#### Data for the task
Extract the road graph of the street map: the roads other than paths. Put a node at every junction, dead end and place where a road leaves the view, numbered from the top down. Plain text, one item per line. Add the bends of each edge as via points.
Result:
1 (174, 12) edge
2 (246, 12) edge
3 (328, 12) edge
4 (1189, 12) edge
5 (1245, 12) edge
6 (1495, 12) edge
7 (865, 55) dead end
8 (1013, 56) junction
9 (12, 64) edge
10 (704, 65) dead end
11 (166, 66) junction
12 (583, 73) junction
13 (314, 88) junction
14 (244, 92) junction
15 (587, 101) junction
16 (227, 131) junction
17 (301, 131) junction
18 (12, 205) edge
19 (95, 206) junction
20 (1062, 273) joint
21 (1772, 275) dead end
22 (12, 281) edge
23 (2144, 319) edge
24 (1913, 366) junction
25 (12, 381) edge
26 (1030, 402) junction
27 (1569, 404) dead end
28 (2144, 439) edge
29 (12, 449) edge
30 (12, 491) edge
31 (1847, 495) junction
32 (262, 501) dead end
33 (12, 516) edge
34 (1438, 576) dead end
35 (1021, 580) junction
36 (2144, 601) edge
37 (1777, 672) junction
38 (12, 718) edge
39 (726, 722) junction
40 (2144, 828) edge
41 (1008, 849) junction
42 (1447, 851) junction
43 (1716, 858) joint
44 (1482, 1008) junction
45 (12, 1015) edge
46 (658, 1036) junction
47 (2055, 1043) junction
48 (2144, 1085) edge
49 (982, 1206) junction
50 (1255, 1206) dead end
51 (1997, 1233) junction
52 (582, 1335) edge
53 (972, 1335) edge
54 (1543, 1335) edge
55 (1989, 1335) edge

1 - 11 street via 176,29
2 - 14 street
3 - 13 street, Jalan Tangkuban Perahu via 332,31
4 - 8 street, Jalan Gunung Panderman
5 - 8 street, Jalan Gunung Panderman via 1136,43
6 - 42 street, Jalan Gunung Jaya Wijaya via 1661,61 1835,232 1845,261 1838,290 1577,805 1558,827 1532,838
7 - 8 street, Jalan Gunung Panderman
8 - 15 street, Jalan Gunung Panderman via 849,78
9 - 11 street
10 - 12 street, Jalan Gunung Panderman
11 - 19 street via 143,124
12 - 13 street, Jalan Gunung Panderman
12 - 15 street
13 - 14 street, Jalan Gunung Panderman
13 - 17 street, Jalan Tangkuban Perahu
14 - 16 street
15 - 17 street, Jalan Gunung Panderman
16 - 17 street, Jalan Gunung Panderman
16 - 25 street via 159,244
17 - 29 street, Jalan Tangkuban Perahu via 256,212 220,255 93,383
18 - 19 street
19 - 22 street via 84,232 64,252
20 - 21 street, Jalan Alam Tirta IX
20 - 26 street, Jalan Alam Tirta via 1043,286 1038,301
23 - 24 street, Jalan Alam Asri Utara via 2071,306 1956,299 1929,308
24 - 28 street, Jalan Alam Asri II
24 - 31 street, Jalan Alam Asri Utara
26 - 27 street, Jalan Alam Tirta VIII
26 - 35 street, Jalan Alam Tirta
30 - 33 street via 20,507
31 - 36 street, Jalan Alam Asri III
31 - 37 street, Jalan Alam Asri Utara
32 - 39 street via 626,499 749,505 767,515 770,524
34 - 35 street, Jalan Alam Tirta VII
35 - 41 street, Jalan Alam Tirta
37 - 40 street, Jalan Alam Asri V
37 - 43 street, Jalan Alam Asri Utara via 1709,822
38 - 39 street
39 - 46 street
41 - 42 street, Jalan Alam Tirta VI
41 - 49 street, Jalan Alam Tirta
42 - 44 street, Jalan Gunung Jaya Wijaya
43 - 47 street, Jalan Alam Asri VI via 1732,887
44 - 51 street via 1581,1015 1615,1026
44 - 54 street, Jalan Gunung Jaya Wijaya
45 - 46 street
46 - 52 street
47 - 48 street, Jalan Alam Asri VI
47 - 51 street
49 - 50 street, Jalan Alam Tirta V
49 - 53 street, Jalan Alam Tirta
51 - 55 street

#### What the task asks
Show each line of the material holding "Utara".

#### Output for this task
23 - 24 street, Jalan Alam Asri Utara via 2071,306 1956,299 1929,308
24 - 31 street, Jalan Alam Asri Utara
31 - 37 street, Jalan Alam Asri Utara
37 - 43 street, Jalan Alam Asri Utara via 1709,822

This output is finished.